信じていた息子への失望と絶望。「経済的な困窮は心まで貧しくさせる」
800万円という老後資金を失ったことで、女性の生活と心には深刻な影響が及びます。

「将来のために考えていた旅行や趣味の楽しみを諦めるのはもちろんですが、日々の食費や光熱費さえも切り詰めなければならないほど困窮しました」と、生活すら危うい状況に。
女性は「何より、親として子どもの夢を応援したいという純粋な気持ちが、結果的に自分たちの老後の生活基盤を破壊する原因になってしまったことに、深い後悔と悲しみを覚えています」と胸の内を吐露。
「経済的な困窮は心まで貧しくさせるということを、身をもって痛感しました」と続けました。
純粋な親心でお金を出したのに、事態は悪化し、息子に貸したお金は返ってこない——そんな現実に「信じていた息子に対する失望と、自分たちの将来への途方もない不安で、夜も眠れなくなりました」と女性。
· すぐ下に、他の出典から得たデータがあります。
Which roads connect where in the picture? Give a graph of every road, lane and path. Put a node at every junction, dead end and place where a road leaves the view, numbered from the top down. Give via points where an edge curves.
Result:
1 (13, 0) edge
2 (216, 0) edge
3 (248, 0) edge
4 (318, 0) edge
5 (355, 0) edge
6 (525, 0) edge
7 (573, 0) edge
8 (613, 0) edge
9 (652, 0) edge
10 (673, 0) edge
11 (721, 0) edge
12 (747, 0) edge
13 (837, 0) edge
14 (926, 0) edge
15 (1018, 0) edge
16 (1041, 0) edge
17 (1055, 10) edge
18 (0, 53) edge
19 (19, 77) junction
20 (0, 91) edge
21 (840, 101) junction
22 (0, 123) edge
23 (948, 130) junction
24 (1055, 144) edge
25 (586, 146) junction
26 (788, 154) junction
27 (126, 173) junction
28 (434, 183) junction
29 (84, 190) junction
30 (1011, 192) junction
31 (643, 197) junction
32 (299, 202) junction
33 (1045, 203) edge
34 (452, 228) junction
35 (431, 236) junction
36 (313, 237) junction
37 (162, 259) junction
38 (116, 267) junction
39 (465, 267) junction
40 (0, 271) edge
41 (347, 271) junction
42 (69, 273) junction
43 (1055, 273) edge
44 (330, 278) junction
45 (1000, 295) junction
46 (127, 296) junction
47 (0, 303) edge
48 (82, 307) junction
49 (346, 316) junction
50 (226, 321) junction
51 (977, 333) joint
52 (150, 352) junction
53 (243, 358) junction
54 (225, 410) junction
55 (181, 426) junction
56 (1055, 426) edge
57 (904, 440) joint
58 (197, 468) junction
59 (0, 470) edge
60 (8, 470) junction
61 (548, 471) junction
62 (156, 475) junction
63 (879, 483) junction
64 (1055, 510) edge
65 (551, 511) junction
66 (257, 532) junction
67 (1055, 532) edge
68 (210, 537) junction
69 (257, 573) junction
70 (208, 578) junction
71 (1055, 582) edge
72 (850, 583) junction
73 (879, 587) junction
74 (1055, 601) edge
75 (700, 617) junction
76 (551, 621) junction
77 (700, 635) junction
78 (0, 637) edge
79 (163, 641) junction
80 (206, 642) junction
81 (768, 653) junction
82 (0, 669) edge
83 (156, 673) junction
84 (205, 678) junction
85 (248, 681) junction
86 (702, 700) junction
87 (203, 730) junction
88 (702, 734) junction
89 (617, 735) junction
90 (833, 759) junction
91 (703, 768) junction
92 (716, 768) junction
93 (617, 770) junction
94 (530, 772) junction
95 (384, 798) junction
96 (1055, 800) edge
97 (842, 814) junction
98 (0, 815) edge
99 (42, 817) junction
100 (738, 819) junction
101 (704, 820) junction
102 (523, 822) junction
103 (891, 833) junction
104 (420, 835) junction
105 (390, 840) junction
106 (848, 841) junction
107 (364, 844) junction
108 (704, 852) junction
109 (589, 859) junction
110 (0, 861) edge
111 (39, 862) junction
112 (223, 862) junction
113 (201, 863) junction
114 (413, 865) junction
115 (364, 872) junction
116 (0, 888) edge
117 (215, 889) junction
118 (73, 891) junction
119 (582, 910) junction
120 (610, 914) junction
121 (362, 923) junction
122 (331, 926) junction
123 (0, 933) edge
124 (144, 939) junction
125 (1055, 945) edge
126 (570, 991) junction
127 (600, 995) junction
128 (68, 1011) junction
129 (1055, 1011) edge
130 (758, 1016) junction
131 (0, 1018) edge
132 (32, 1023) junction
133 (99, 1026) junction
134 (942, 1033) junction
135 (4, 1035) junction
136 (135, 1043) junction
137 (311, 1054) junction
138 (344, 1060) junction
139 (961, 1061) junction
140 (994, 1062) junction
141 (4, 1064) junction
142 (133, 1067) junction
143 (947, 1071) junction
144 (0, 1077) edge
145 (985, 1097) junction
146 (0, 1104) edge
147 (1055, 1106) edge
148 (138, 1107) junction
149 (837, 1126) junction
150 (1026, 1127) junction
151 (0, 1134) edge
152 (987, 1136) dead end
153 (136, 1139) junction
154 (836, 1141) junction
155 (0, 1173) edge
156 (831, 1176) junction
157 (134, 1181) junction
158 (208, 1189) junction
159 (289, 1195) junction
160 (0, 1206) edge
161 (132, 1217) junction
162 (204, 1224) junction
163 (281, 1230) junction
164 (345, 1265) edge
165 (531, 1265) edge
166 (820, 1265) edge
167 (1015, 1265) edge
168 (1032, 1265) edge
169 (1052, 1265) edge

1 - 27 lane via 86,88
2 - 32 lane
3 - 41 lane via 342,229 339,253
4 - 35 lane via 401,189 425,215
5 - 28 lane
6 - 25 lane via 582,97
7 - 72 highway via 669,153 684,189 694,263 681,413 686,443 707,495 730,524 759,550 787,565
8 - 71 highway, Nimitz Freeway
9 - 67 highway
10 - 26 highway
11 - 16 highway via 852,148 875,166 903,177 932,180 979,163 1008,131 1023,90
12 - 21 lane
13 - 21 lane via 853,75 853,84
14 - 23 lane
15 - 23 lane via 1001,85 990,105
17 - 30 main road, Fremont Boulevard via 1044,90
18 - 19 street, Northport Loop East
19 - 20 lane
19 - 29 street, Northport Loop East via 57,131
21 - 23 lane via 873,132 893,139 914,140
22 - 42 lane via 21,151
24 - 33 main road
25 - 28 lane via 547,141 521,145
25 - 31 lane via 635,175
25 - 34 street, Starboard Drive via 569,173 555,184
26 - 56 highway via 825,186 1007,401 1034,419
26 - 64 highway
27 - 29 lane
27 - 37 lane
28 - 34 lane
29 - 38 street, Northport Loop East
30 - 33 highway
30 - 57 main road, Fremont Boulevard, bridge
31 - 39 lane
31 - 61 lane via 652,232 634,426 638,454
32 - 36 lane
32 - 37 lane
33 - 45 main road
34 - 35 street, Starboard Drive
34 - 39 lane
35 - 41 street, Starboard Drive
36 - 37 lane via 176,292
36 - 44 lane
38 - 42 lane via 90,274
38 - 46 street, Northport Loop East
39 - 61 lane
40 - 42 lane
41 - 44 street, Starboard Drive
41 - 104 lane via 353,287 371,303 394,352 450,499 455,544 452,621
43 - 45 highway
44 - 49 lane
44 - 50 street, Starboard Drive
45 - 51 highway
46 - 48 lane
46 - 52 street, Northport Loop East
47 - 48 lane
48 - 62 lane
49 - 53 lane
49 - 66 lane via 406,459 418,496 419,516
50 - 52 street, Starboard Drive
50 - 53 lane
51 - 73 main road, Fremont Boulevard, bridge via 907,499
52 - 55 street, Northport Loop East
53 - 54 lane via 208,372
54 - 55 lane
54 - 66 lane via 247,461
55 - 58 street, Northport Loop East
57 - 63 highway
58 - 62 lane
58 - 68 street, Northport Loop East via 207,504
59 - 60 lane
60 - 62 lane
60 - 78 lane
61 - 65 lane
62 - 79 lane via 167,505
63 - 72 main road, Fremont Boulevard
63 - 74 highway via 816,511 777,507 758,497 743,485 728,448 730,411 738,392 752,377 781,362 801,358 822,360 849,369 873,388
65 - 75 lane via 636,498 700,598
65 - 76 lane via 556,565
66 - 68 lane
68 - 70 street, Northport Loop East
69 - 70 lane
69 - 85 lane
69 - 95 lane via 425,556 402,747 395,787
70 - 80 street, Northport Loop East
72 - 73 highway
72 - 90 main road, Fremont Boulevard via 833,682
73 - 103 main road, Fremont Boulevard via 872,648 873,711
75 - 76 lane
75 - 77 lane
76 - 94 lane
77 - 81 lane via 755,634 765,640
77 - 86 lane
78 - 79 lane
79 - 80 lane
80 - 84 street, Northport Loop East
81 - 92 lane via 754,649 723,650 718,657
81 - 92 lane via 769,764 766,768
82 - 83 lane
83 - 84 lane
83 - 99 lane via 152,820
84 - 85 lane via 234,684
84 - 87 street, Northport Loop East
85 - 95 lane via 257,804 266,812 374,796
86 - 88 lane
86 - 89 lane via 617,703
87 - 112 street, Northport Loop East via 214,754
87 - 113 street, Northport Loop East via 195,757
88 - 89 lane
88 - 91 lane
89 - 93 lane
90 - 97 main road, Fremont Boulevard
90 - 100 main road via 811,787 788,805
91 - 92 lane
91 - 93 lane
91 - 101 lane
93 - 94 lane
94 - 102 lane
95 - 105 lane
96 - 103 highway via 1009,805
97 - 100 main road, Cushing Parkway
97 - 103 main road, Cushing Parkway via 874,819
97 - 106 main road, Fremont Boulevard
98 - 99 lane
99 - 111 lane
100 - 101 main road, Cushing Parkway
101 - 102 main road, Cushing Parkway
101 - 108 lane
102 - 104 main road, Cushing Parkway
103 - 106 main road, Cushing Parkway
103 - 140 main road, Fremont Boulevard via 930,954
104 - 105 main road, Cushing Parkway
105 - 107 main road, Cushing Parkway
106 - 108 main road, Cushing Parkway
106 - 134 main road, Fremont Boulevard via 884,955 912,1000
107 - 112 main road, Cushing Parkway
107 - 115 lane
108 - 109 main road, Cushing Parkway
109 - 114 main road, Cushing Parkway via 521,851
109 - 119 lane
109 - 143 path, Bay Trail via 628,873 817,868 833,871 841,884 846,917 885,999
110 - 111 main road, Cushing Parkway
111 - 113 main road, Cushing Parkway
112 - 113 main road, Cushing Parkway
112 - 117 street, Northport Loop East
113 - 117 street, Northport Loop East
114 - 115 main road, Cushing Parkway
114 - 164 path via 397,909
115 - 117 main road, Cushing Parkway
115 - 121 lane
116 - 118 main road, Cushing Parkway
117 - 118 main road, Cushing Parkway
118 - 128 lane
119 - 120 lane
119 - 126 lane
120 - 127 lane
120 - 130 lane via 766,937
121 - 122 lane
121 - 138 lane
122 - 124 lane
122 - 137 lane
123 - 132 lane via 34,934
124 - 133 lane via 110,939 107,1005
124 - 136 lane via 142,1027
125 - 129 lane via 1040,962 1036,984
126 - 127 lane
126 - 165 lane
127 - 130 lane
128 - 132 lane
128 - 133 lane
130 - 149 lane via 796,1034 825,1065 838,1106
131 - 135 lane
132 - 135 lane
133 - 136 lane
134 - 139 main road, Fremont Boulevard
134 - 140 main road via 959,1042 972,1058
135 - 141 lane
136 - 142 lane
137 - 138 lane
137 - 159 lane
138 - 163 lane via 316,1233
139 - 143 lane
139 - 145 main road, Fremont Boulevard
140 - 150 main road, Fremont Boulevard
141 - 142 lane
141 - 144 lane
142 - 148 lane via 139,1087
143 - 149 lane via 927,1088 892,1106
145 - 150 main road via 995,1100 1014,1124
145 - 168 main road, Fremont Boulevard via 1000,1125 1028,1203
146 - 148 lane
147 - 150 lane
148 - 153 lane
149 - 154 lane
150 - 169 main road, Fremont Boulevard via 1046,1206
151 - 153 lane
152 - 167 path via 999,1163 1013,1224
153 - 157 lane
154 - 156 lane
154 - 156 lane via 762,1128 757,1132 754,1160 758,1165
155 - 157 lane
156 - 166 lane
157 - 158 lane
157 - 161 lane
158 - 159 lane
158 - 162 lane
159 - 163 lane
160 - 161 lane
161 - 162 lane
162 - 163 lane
息子との関係性と将来への不安の間で激しく揺れ動きました。
友人たちが、自分には叶わなかった旅行を楽しんでいる話を聞くたびに、女性は「自分の将来に絶望し、世の中のすべてが嫌になり、ひどい鬱状態に陥ってしまいました」と絶望を抱えていたと言います。
「自分自身の無力さを呪う毎日でした」と、精神的にもどん底の状態に陥っていました。
FPへの相談と苦渋の決断。親がようやく気づいた「真理」とは
先の見えない絶望の毎日。「親戚の中には法的な手段を勧める者もいました」と女性。それでも、実の息子を訴えることだけはどうしてもできませんでした。

代わりに、女性たちが決断したのは、専門家への相談。地域のファイナンシャルプランナー(FP)による無料相談を利用することで「今後の老後生活を維持するための家計の見直しや、公的支援の受け方など、現実的な生活防衛策を徹底的に指導してもらいました」と、プロから具体的なアドバイスを受けました。
さらに、「夫と何度も話し合い、息子に対しては援助は今後一切できないと伝え、お互いに自立することを誓いました」と、親として苦渋の決断を下しました。
女性は、今も「息子との関係性は修復できていません」と明かします。それでも、専門家のアドバイスに従い、家計の見直しを行ったことで「最低限の生活レベルを維持することはできています」と、なんとか生活を保てていると言います。